See Additionally: Uncertainty, Undone: A 2026 OT/IoT Cybersecurity Technique for Converged Environments
Giant organizations usually keep inside databases of identified however unfixed points, he stated, prioritizing remediation primarily based on perceived danger and probability of discovery. Mythos disrupts this calculus by successfully surfacing and operationalizing dormant vulnerabilities, turning a manageable backlog right into a mad scramble to patch methods, stated DuBois, who served as Microsoft’s CIO from 2013 to 2017.
“A lot of the safety merchandise which are on the market at this time are both making an attempt to assist us in opposition to identified points or by some means detect whether or not any person is utilizing an unknown to do one thing in opposition to us,” DuBois advised ISMG. “This simply discovered 1,000 unknowns. Most the assaults at this time aren’t leveraging unknowns, however now, there’s going to be a complete bunch on the market.”
Why There’s Asymmetry Between Fast Discovery, Gradual Remediation
The asymmetry between speedy discovery and slower remediation creates a structural problem for your complete trade, DuBois stated, with Mythos poised to determine and exploit vulnerabilities at unprecedented velocity however fixing these points stays a fancy course of involving coding, testing and deployment. Even with AI-assisted instruments, the duty for fixing code stays with the software program proprietor, he stated (see: CrowdStrike Assessments Claude Mythos for Vulnerability Detection).
“To some extent, the problem on software program vulnerabilities has been, ‘Can we get patches deployed on a well timed foundation?'” DuBois stated. “And it is an operational activity.”
Whereas AI can speed up remediation, totally automated patching in manufacturing environments stays dangerous, stated Frank Dickson, group vp for safety and belief at IDC. The potential for unintended penalties signifies that validation and testing cannot be eradicated. As an alternative, he sees a mannequin the place people stay concerned in oversight, validating AI-driven choices quite than executing manually.
“We’ve got a device now that is tremendous efficient at discovering vulnerabilities at scale in a world that is filled with flawed software program,” Dickson advised ISMG.
DuBois praised Anthropic’s method of initially making Claude Mythos Preview accessible solely to a small variety of companions, however stated the corporate must ultimately determine whether or not to launch Mythos-class capabilities extensively or if monetizing the managed entry supplied to ISVs and OS makers is ample. If monetary incentives are inadequate to include Mythos, broader launch might considerably enhance systemic danger.
“I will applaud Anthropic for not simply saying Mythos, however working in a accountable method with all of the totally different firms the place they discovered points,” DuBois stated.
Whereas highly effective, DuBois stated Mythos addresses solely a subset of the risk panorama, with many cyberattacks exploiting id, misconfigurations or social engineering quite than software program flaws. Whereas Mythos dramatically intensifies one assault vector, it does not remove others, which DuBois stated means organizations should nonetheless keep a holistic safety technique.
Why Vulnerability Discovery Instruments Danger Changing into Out of date
Instruments and corporations that focus solely on vulnerability discovery danger turning into out of date, DuBois stated, as Mythos successfully automates and scales that operate past present capabilities.

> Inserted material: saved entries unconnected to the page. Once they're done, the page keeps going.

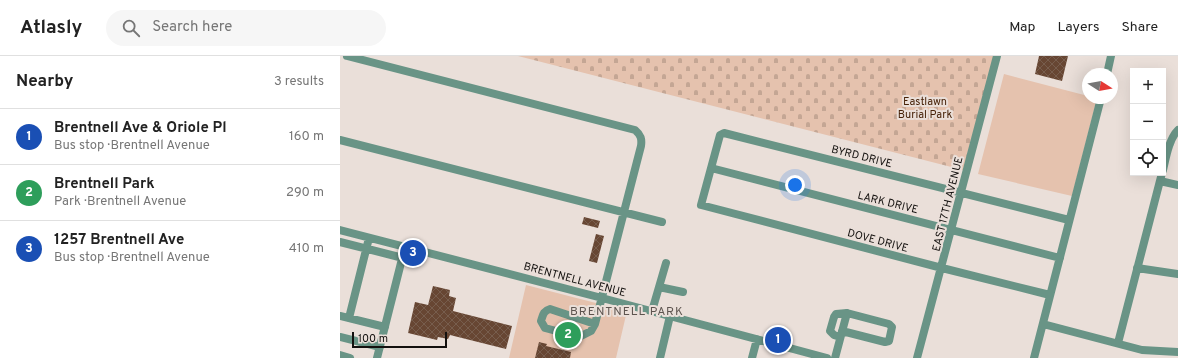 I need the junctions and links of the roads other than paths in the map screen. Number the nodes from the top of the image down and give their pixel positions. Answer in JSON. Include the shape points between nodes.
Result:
{"nodes":[{"id":1,"x":346,"y":56,"type":"edge"},
{"id":2,"x":997,"y":56,"type":"edge"},
{"id":3,"x":1111,"y":56,"type":"edge"},
{"id":4,"x":1108,"y":68,"type":"edge"},
{"id":5,"x":1098,"y":104,"type":"edge"},
{"id":6,"x":1178,"y":130,"type":"edge"},
{"id":7,"x":340,"y":140,"type":"edge"},
{"id":8,"x":1166,"y":156,"type":"edge"},
{"id":9,"x":711,"y":168,"type":"junction"},
{"id":10,"x":1161,"y":177,"type":"edge"},
{"id":11,"x":1178,"y":185,"type":"edge"},
{"id":12,"x":961,"y":192,"type":"junction"},
{"id":13,"x":701,"y":205,"type":"joint"},
{"id":14,"x":624,"y":213,"type":"junction"},
{"id":15,"x":1069,"y":220,"type":"junction"},
{"id":16,"x":662,"y":222,"type":"dead end"},
{"id":17,"x":951,"y":229,"type":"junction"},
{"id":18,"x":340,"y":230,"type":"edge"},
{"id":19,"x":369,"y":238,"type":"junction"},
{"id":20,"x":340,"y":242,"type":"edge"},
{"id":21,"x":405,"y":247,"type":"junction"},
{"id":22,"x":366,"y":249,"type":"junction"},
{"id":23,"x":402,"y":258,"type":"junction"},
{"id":24,"x":1060,"y":258,"type":"junction"},
{"id":25,"x":666,"y":263,"type":"dead end"},
{"id":26,"x":942,"y":268,"type":"junction"},
{"id":27,"x":1137,"y":268,"type":"junction"},
{"id":28,"x":1178,"y":274,"type":"edge"},
{"id":29,"x":659,"y":287,"type":"junction"},
{"id":30,"x":683,"y":292,"type":"dead end"},
{"id":31,"x":1050,"y":295,"type":"junction"},
{"id":32,"x":602,"y":298,"type":"junction"},
{"id":33,"x":652,"y":311,"type":"junction"},
{"id":34,"x":846,"y":313,"type":"junction"},
{"id":35,"x":340,"y":316,"type":"edge"},
{"id":36,"x":670,"y":316,"type":"junction"},
{"id":37,"x":349,"y":318,"type":"junction"},
{"id":38,"x":595,"y":324,"type":"junction"},
{"id":39,"x":1043,"y":324,"type":"junction"},
{"id":40,"x":385,"y":327,"type":"junction"},
{"id":41,"x":841,"y":334,"type":"junction"},
{"id":42,"x":340,"y":337,"type":"edge"},
{"id":43,"x":757,"y":340,"type":"junction"},
{"id":44,"x":1118,"y":343,"type":"junction"},
{"id":45,"x":380,"y":347,"type":"junction"},
{"id":46,"x":1178,"y":352,"type":"edge"},
{"id":47,"x":340,"y":356,"type":"edge"},
{"id":48,"x":350,"y":358,"type":"edge"},
{"id":49,"x":377,"y":358,"type":"edge"},
{"id":50,"x":660,"y":358,"type":"edge"},
{"id":51,"x":752,"y":358,"type":"edge"},
{"id":52,"x":827,"y":358,"type":"edge"},
{"id":53,"x":835,"y":358,"type":"edge"},
{"id":54,"x":917,"y":358,"type":"edge"},
{"id":55,"x":1034,"y":358,"type":"edge"}],
"edges":[{"from":1,"to":14,"type":"street","via":[[635,130],[642,140]]},
{"from":2,"to":12,"type":"street","name":"EAST 17TH AVENUE"},
{"from":3,"to":4,"type":"street"},
{"from":5,"to":15,"type":"street"},
{"from":6,"to":8,"type":"street"},
{"from":7,"to":14,"type":"street"},
{"from":9,"to":12,"type":"street","name":"BYRD DRIVE","via":[[720,134],[724,133]]},
{"from":9,"to":13,"type":"street","name":"BYRD DRIVE"},
{"from":9,"to":17,"type":"street","name":"LARK DRIVE"},
{"from":10,"to":11,"type":"street"},
{"from":10,"to":27,"type":"street"},
{"from":12,"to":15,"type":"street","name":"BYRD DRIVE"},
{"from":12,"to":17,"type":"street","name":"EAST 17TH AVENUE"},
{"from":13,"to":26,"type":"street","name":"DOVE DRIVE"},
{"from":14,"to":16,"type":"street"},
{"from":14,"to":32,"type":"street"},
{"from":15,"to":24,"type":"street"},
{"from":17,"to":24,"type":"street","name":"LARK DRIVE"},
{"from":17,"to":26,"type":"street","name":"EAST 17TH AVENUE"},
{"from":18,"to":19,"type":"street","name":"BRENTNELL AVENUE"},
{"from":19,"to":21,"type":"street","name":"BRENTNELL AVENUE"},
{"from":19,"to":22,"type":"street"},
{"from":20,"to":22,"type":"street"},
{"from":21,"to":23,"type":"street"},
{"from":21,"to":32,"type":"street","name":"BRENTNELL AVENUE"},
{"from":22,"to":23,"type":"street"},
{"from":22,"to":37,"type":"street"},
{"from":23,"to":40,"type":"street"},
{"from":24,"to":31,"type":"street"},
{"from":25,"to":29,"type":"street"},
{"from":26,"to":31,"type":"street","name":"DOVE DRIVE"},
{"from":26,"to":54,"type":"street","name":"EAST 17TH AVENUE"},
{"from":27,"to":28,"type":"street"},
{"from":27,"to":44,"type":"street"},
{"from":29,"to":30,"type":"street"},
{"from":29,"to":33,"type":"street"},
{"from":31,"to":39,"type":"street"},
{"from":32,"to":33,"type":"street","name":"BRENTNELL AVENUE"},
{"from":32,"to":38,"type":"street"},
{"from":33,"to":36,"type":"street","name":"BRENTNELL AVENUE"},
{"from":34,"to":41,"type":"street"},
{"from":34,"to":41,"type":"street","via":[[836,314],[830,331],[834,335]]},
{"from":34,"to":41,"type":"street","via":[[889,324],[892,327],[889,340],[885,342]]},
{"from":35,"to":37,"type":"street"},
{"from":36,"to":43,"type":"street","name":"BRENTNELL AVENUE"},
{"from":36,"to":50,"type":"street"},
{"from":37,"to":40,"type":"street"},
{"from":38,"to":38,"type":"street","via":[[591,331],[579,337],[545,328],[541,321],[545,311],[550,309]]},
{"from":39,"to":44,"type":"street"},
{"from":39,"to":55,"type":"street"},
{"from":40,"to":45,"type":"street"},
{"from":41,"to":53,"type":"street"},
{"from":42,"to":45,"type":"street"},
{"from":43,"to":51,"type":"street"},
{"from":43,"to":52,"type":"street","name":"BRENTNELL AVENUE"},
{"from":44,"to":46,"type":"street","via":[[1142,350]]},
{"from":45,"to":49,"type":"street"},
{"from":47,"to":48,"type":"street"}]}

On the similar time, DuBois sees elevated significance for patch administration and deployment applied sciences, which he stated will turn into crucial in dealing with the surge of required fixes.
“I might be sure that my patch administration stuff was world-class, as a result of there’s going to be a bunch extra patches for a bunch extra vulnerabilities that we did not find out about popping out rapidly,” DuBois stated.

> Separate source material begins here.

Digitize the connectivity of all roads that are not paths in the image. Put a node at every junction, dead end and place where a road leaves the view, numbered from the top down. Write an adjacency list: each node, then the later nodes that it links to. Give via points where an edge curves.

Dickson stated vulnerability administration, publicity administration and different safety disciplines contain a variety of capabilities past discovery, together with asset identification, danger evaluation and patch orchestration. Mythos enhances one a part of this course of however does not exchange the necessity for the broader ecosystem, Dickson stated.
“The use case is fabulous,” Dickson stated. “It must be a part of the built-in platform that enables us to really patch code at scale.”

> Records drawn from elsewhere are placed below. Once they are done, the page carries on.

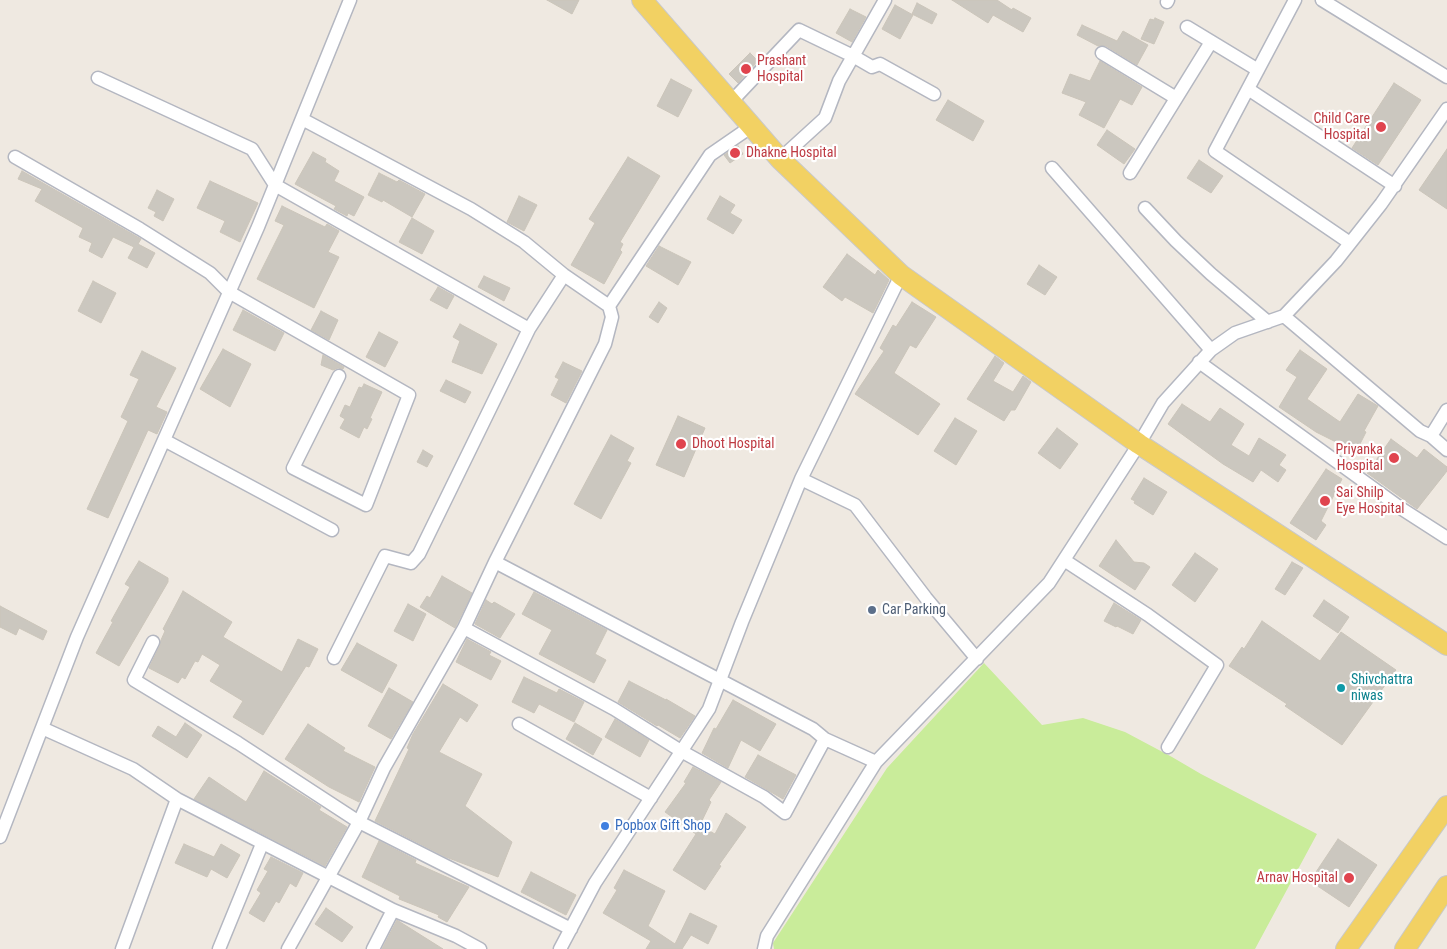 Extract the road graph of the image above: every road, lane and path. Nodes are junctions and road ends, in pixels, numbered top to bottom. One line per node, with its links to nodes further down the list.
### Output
1 (350, 0): 18 (street)
2 (885, 0): 9 (street)
3 (1295, 0): 10 (street)
4 (1322, 0): 11 (street)
5 (651, 4): 16 (main road)
6 (1187, 28): 7 (street)
7 (1211, 42): 10 (street); 15 (street)
8 (1102, 53): 15 (street)
9 (854, 56): 14 (street); 16 (street); 21 (street)
10 (1258, 70): 13 (street)
11 (1447, 77)
12 (98, 78): 24 (street)
13 (1248, 89): 25 (street); 27 (street)
14 (934, 94)
15 (1176, 98): 23 (street)
16 (731, 102): 19 (main road)
17 (1447, 109): 25 (street)
18 (302, 119): 24 (street); 28 (street)
19 (752, 126): 21 (main road); 31 (street)
20 (15, 157): 30 (street)
21 (780, 159): 29 (main road)
22 (1052, 168): 35 (street)
23 (1130, 173)
24 (275, 185): 30 (street); 34 (street)
25 (1394, 186): 27 (street)
26 (1145, 208): 33 (street)
27 (1350, 243): 32 (street)
28 (564, 275): 31 (street); 34 (street)
29 (901, 275): 41 (main road); 43 (street)
30 (229, 292): 37 (street); 40 (street)
31 (609, 306): 47 (street)
32 (1284, 316): 33 (street); 39 (street)
33 (1268, 322): 35 (street)
34 (529, 329): 51 (street)
35 (1211, 350): 36 (street)
36 (1199, 362): 41 (street); 45 (street)
37 (339, 376)
38 (1447, 410): 39 (street)
39 (1430, 436): 42 (street)
40 (164, 440): 44 (street); 55 (street)
41 (1139, 444): 46 (street); 50 (main road)
42 (1447, 450)
43 (801, 479): 52 (street); 53 (street)
44 (332, 530)
45 (1447, 538)
46 (1064, 560): 52 (street); 57 (street)
47 (495, 562): 48 (street); 53 (street)
48 (464, 628): 58 (street); 63 (street)
49 (153, 642): 63 (street)
50 (1447, 645)
51 (334, 658)
52 (977, 659): 59 (street)
53 (720, 680): 56 (street); 58 (street)
54 (519, 724): 60 (street)
55 (42, 728): 61 (street); 64 (street)
56 (825, 739): 58 (street); 59 (street)
57 (1168, 747)
58 (681, 751): 60 (street)
59 (876, 762): 76 (street)
60 (651, 798): 69 (street)
61 (177, 799): 65 (street); 70 (street)
62 (1447, 806): 77 (main road)
63 (359, 822): 66 (street); 69 (street)
64 (0, 837)
65 (262, 844): 66 (street); 71 (street)
66 (329, 876): 68 (street); 72 (street)
67 (1447, 886): 78 (main road)
68 (392, 910): 73 (street); 74 (street)
69 (571, 929): 75 (street)
70 (122, 949)
71 (219, 949)
72 (288, 949)
73 (373, 949)
74 (480, 949)
75 (560, 949)
76 (764, 949)
77 (1346, 949)
78 (1405, 949)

From an adversarial perspective, DuBois distinguishes between nation-state attackers akin to China, which primarily concentrate on espionage, and different actors akin to ransomware teams or hostile states which will prioritize the disruptive capabilities Mythos-class fashions present. IDC’s Dickson stated Mythos inherently makes attackers extra harmful since they solely want to search out one exploitable path.
“China has discovered a bunch of those vulnerabilities already,” DuBois stated. “A variety of their intelligence-gathering efforts, they use these unknown safety vulnerabilities to get in.”